Gerade arbeitet er an einer Trilogie über die griechische Krise, deren erster Band nächsten Herbst im Diogenes Verlag erscheint. Vorher aber ist Markaris mit der Stadtbahn, die in Athen alle nur „die Elektrische“ nennen, gefahren, von Piräus über den Omonia-Platz, wo das Herz des Migranten-Athen schlägt, bis hoch in das gediegene Kifisia, das seit Generationen Wohnort der Regierenden ist. Zorn und Liebe zeichnen dieses Stadtporträt in 24 U-Bahn-Stationen aus, eine Reise durch alle Bevölkerungsschichten und das, was ihnen wichtig ist.

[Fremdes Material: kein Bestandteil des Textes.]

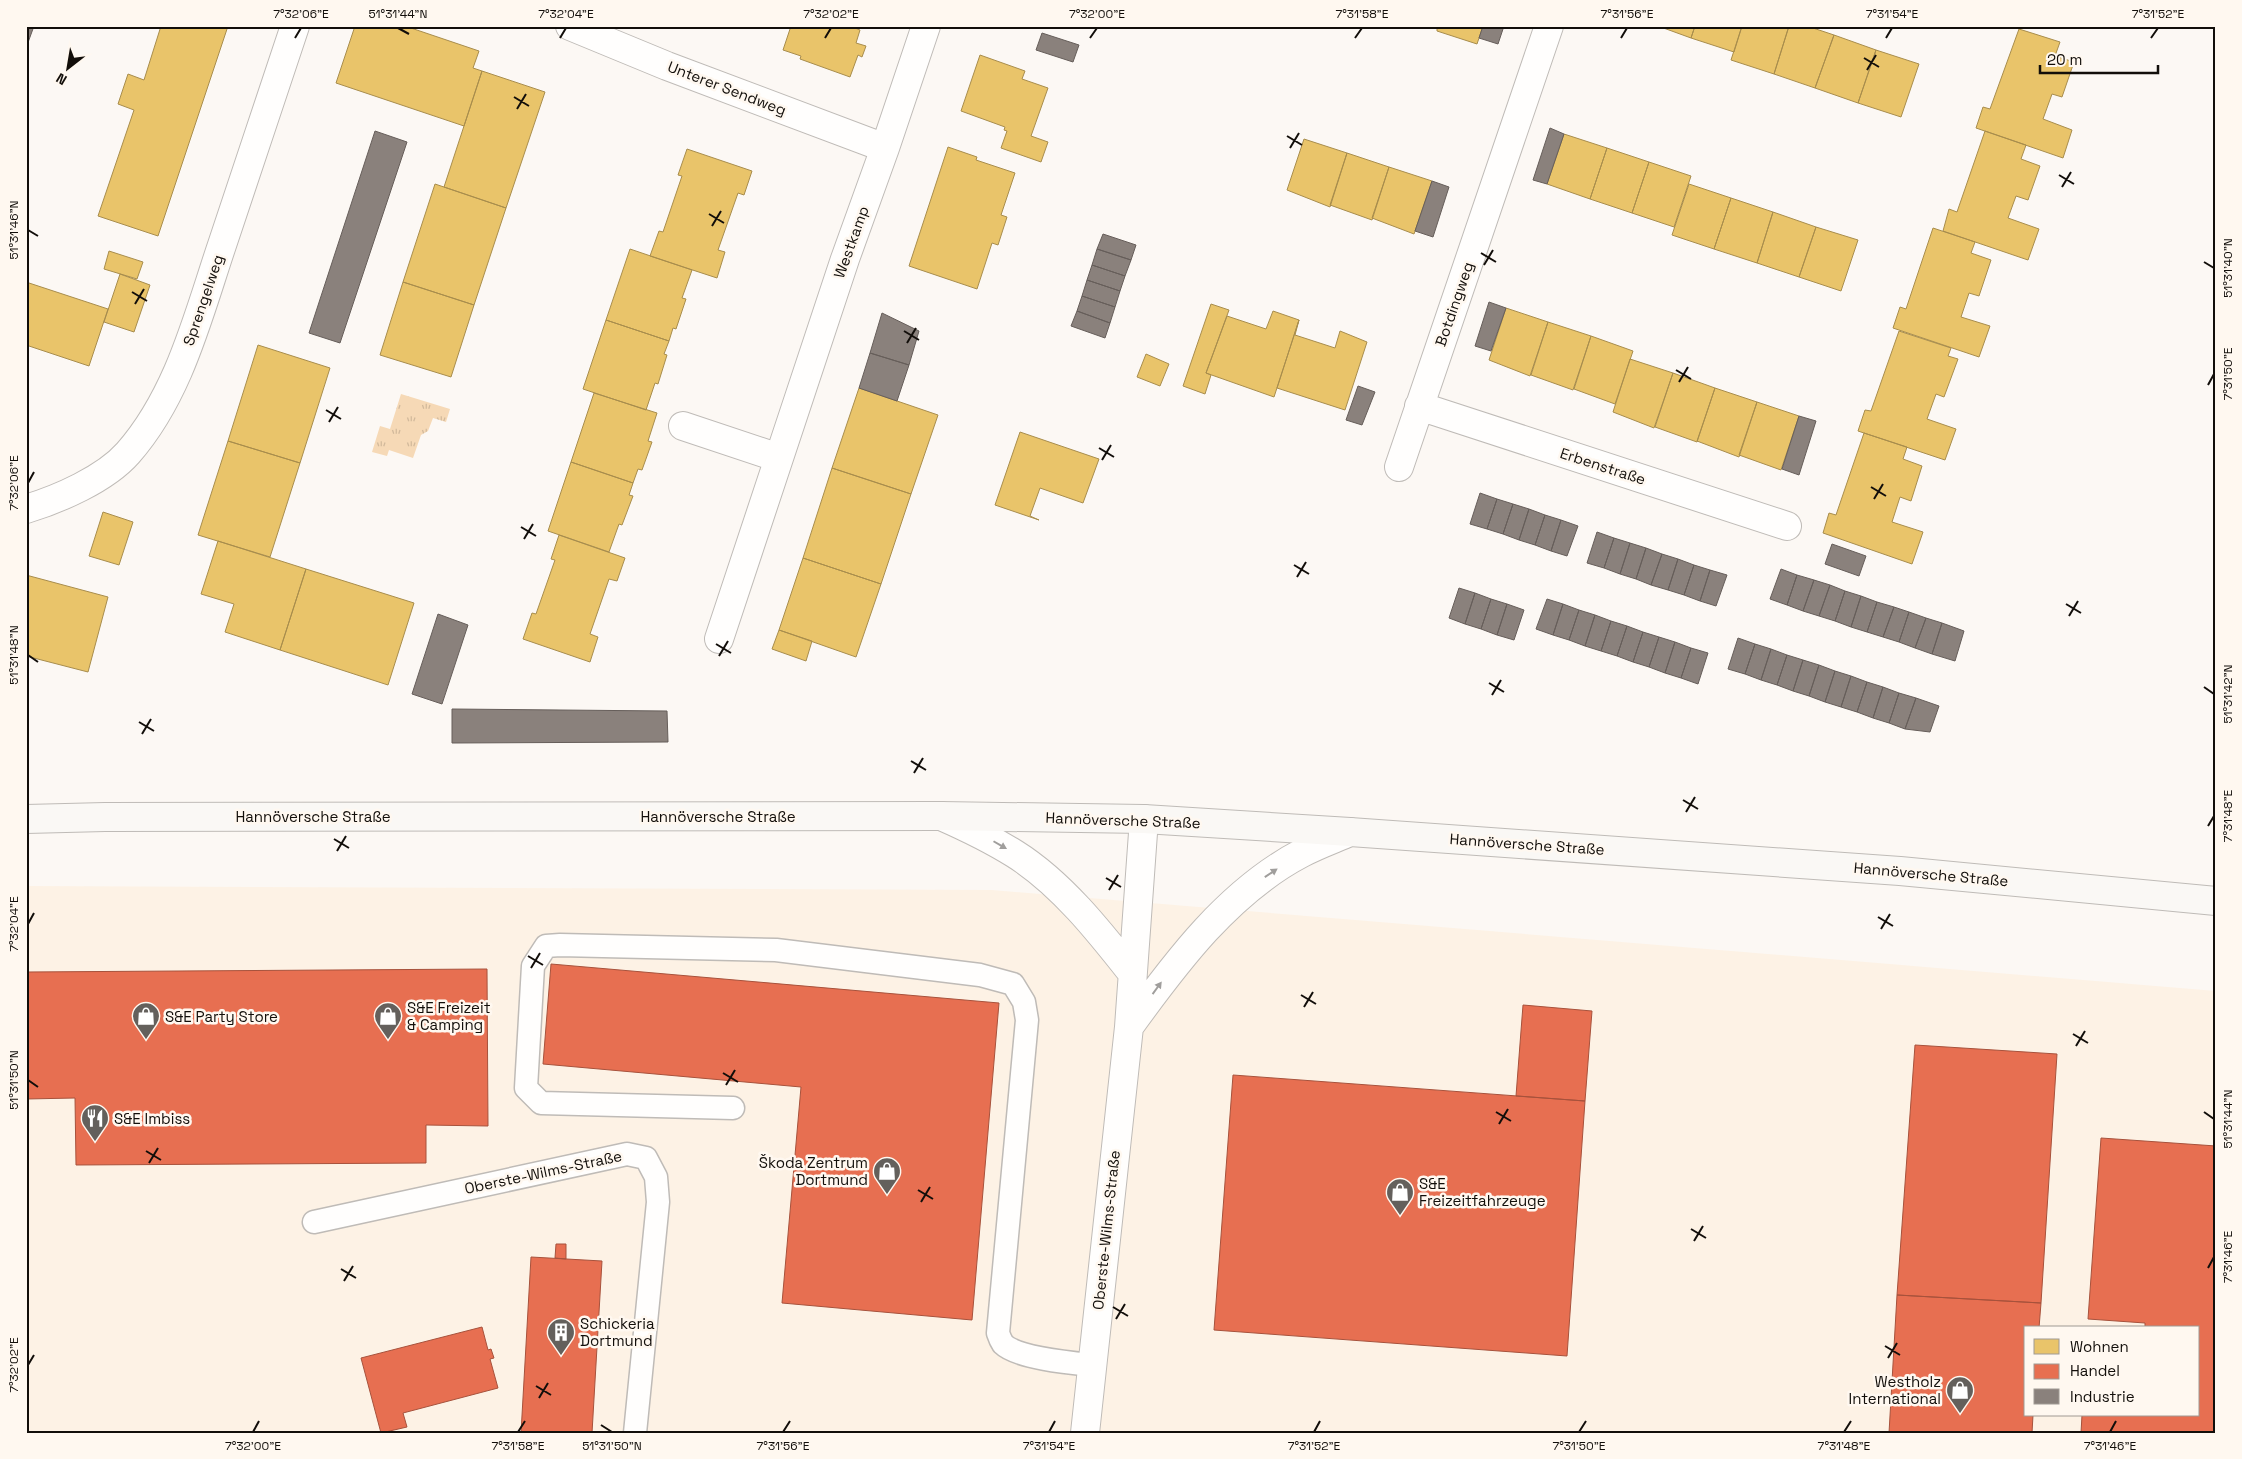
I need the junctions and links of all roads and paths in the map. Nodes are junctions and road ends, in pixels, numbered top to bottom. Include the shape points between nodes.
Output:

Bis zur aktuellen Krise etwa: „Abhängen, Bummeln, Konsumieren – Shoppen ist das Größte.“

Markaris zeigt Athen als Stadt der Nomaden. Mit dem bayerischen König Otto kamen Anfang des 19. Jahrhunderts Gebildete, Architekten und Handwerker aus Deutschland und Mitteleuropa, im Rahmen des griechisch-türkischen Bevölkerungsaustauschs in den zwanziger Jahren Griechen aus Kleinasien, seit dem Fall des Eisernen Vorhangs Arbeitsmigranten aus Südosteuropa, inzwischen vor allem Asylsuchende aus Asien.

Nach dem Zweiten Weltkrieg war Athen aber auch Einwanderungsstadt für die Griechen aus dem eigenen Land, und auf die richtet sich Markaris’ Groll vor allem. Sie lebten zwar in Athen, fühlten sich aber den Herkunftsregionen und nicht dem Erhalt der Hauptstadt verpflichtet. War ein Viertel heruntergewohnt, kümmerte man sich nicht, sondern zog ins nächste. „Die alten Wohnviertel wurden von der Mittelschicht und dem Kleinbürgertum nicht etwa deshalb verlassen, weil man sie nicht hätte aufwerten können, sondern weil die Athener das Alte stets begeistert über Bord werfen.“

Dieser Raubbau-Mentalität spielte eine seltsame griechische Baugewohnheit in die Hände. Antiparochi heißt das furchtbare Wort, wörtlich: Gegenleistung. Bis vor wenigen Jahren vergaben Banken keine Kredite zum privaten Hausbau. Für Grundstücksbesitzer ohne Eigenkapital bestand aber (und besteht noch immer) die Möglichkeit, Deals mit Bauunternehmern einzugehen. Die zogen auf dem Gelände, auf dem bisher das Häuschen vom Opa stand, ein Mehrfamilienhaus hoch.

Der Grundstücksgeber bekam als Gegenleistung zwei oder drei Wohnungen, die er bewohnen und vermieten (!) konnte. Die Häuser sind hässlich und billig gebaut, aber was juckt das den kleinen Mann, wenn er jetzt über die Vermietung noch ein kleines Einkommen erhält – ohne zu arbeiten. So ist das Prinzip Verantwortungslosigkeit in Athen quasi Beton geworden. Natürlich findet Markaris Ausnahmen. Die Viertel, in denen sich die Flüchtlinge aus Kleinasien ansiedelten, Ano Patisia oder Nea Filadelfia etwa, sehen fast so aus wie zur ihrer Gründung: ein-, zweistöckige Häuser, mit einem kleinen Garten, einem beschaulichen Hof. Dort findet man auch Tavernen, die diesen Namen noch verdienen. Aber auch in den verschandelten Gebieten führen Markaris’ Schritte immer zu einem überraschend stillen Plätzchen oder einem Kafeneion, wo kein Fredoccino, sondern klassischer griechischer Kaffee mit einer Löffelsüßigkeit serviert wird. Und ach, am besten, man fährt gar nicht Stadtbahn, sondern erwandert die Stadt bei Nacht. Sie „strahlt dann etwas Sanftes, bisweilen fast Idyllisches aus, das sich in der Morgendämmerung verflüchtigt.“

Petros Markaris. Quer durch Athen. Eine Reise von Piräus nach Kifisia. Aus dem Griechischen von

Michaela Prinzinger. Hanser Verlag,

München 2010.

176 Seiten, 14,90 €.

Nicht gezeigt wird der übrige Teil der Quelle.